*Directions:* Because the entries hold pictures, reproduce only their words, exactly as written.

*Data to process:*
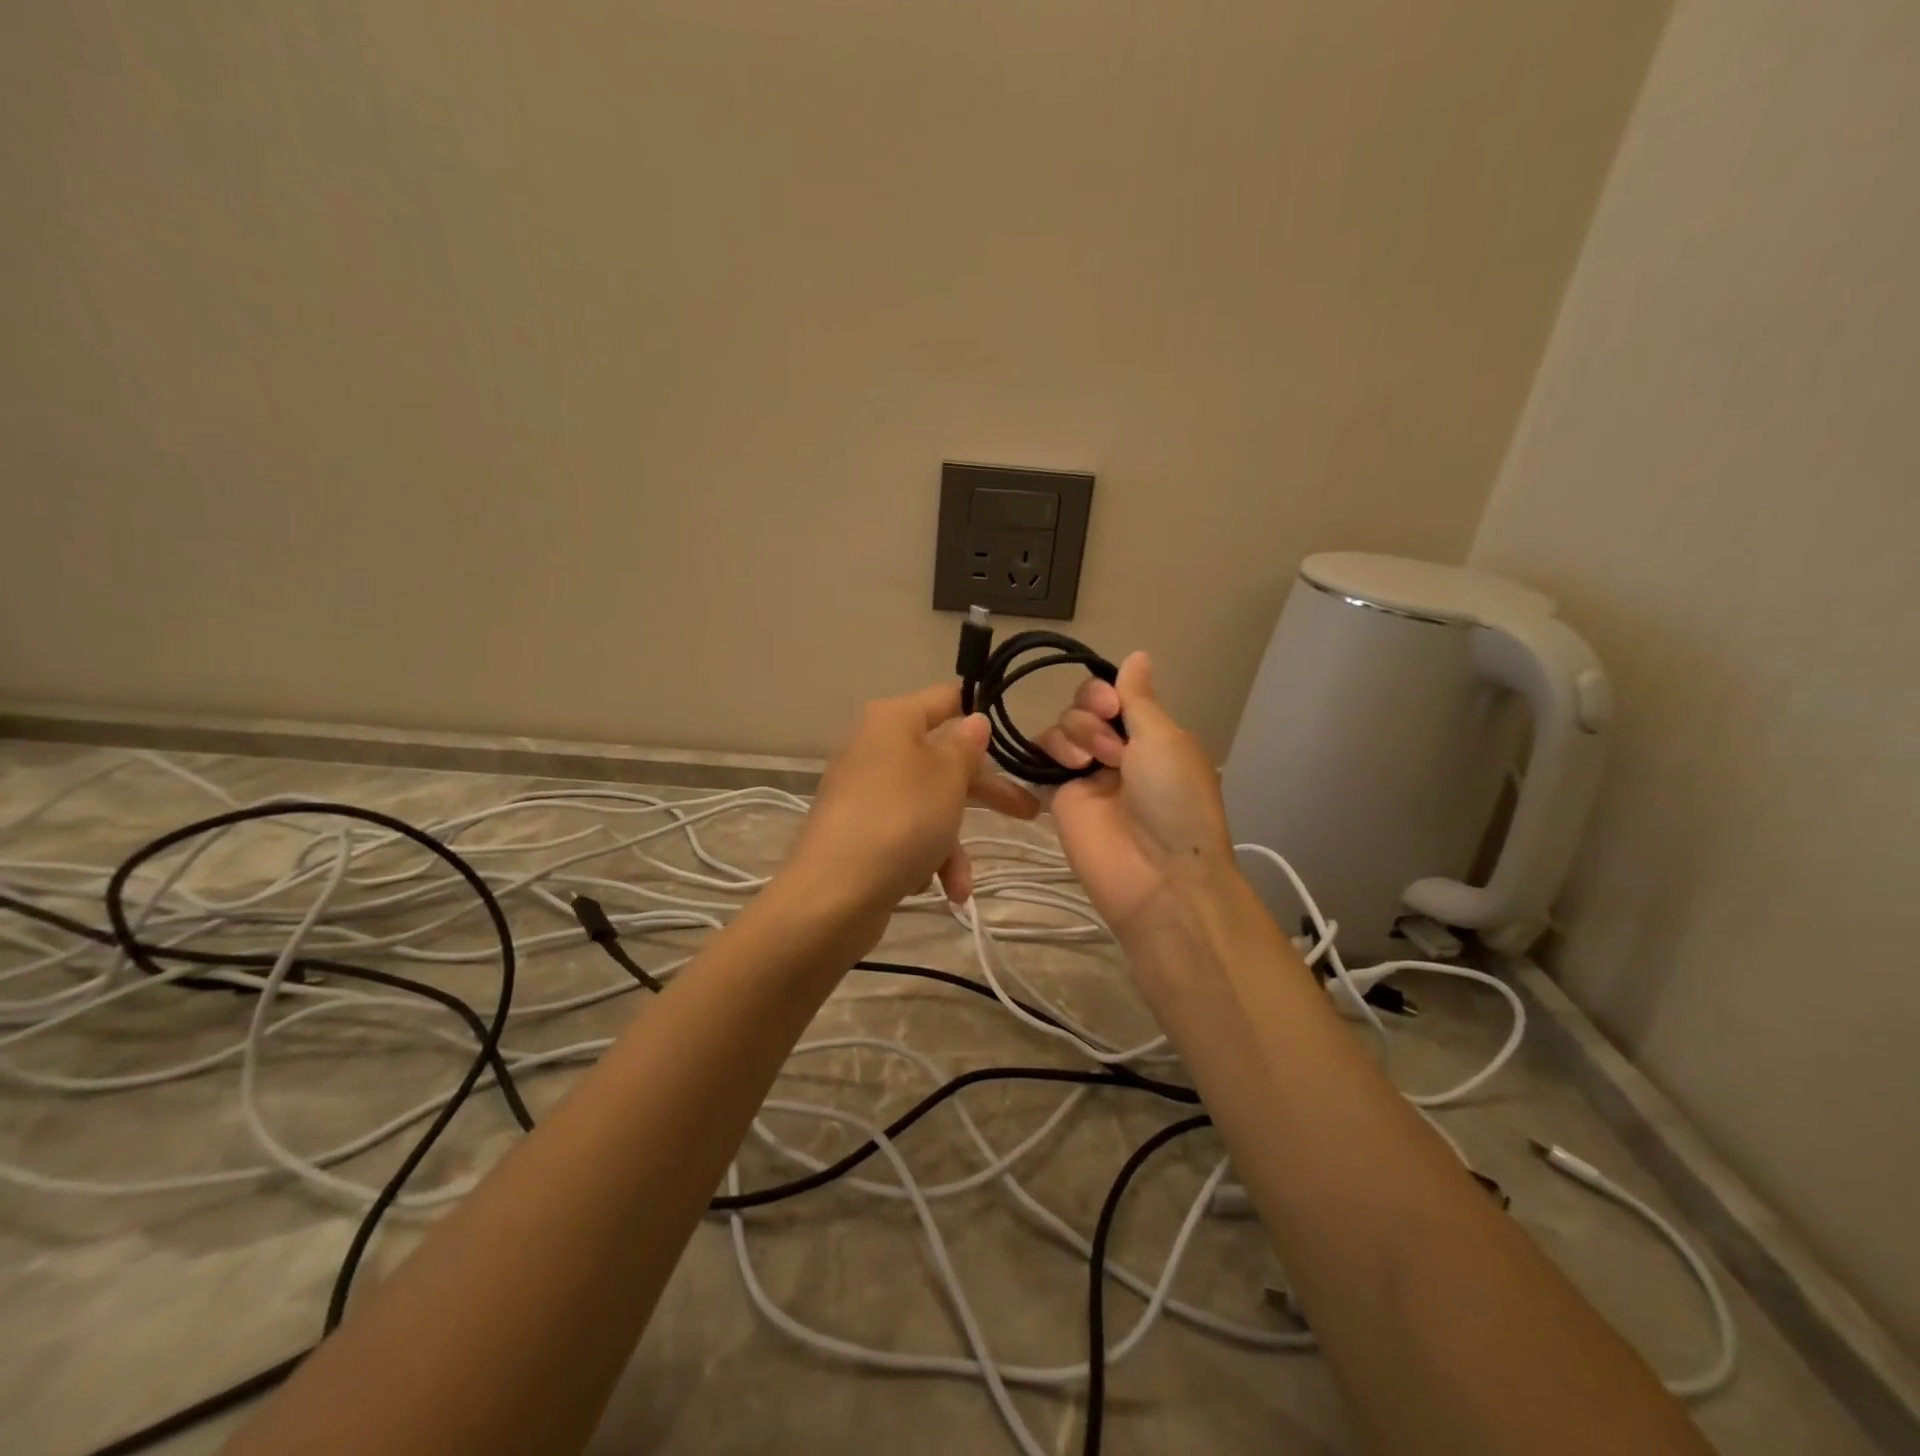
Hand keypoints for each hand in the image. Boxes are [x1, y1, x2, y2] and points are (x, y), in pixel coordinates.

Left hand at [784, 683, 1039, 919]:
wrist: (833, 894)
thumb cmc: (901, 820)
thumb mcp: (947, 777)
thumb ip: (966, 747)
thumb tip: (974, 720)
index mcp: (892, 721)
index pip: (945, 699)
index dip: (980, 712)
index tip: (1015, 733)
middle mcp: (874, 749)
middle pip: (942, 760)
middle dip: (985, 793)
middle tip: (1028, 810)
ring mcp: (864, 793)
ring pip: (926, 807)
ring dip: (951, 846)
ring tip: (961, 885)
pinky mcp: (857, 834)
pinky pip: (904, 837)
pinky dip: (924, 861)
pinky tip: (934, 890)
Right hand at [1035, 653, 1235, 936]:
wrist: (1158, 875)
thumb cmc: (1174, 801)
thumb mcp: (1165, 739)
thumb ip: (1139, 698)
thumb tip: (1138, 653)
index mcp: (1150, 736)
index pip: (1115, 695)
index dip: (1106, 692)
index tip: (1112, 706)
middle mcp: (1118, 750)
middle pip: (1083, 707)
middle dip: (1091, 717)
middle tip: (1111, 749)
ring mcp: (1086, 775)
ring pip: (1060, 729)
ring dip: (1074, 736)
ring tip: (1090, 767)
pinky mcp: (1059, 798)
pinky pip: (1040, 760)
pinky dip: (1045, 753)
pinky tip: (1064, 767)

*Solution for this problem:*
Hand keypoints for each hand in the image. Boxes are [x1, y1, x2, y2] and points are (x, y), in pixel coordinates.

Left hand at [784, 683, 1039, 919]:
wrist: (833, 894)
thumb cmc: (901, 820)
thumb mcp: (947, 777)
thumb ip: (966, 747)
thumb tip: (974, 720)
index mcp: (892, 721)
index pip: (945, 699)
index dip: (980, 712)
index tip: (1015, 733)
middle mcp: (874, 749)
middle pip: (942, 760)
middle dip: (985, 793)
middle tip: (1028, 810)
ring mcp: (864, 793)
ring pip: (926, 807)
ring dip: (951, 846)
ring tip: (961, 885)
pinky mcp: (857, 834)
pinky pip: (904, 837)
pinky dip: (924, 861)
pinky tip: (934, 890)
Right hand at [1035, 653, 1235, 936]:
wrist: (1158, 875)
thumb cmc: (1174, 801)
thumb mcp: (1165, 739)
thumb ip: (1139, 698)
thumb tip: (1138, 653)
index mcp: (1150, 736)
index pip: (1115, 695)
index dip: (1106, 692)
index tip: (1112, 706)
middle mcp: (1118, 750)
middle pip: (1083, 707)
middle dip: (1091, 717)
middle tip: (1111, 749)
ring mcp: (1086, 775)
ring pip: (1060, 729)
ring dip: (1074, 736)
ring tip: (1090, 767)
pinky mcp: (1059, 798)
pinky pip: (1040, 760)
pinky dip: (1045, 753)
pinky tip: (1064, 767)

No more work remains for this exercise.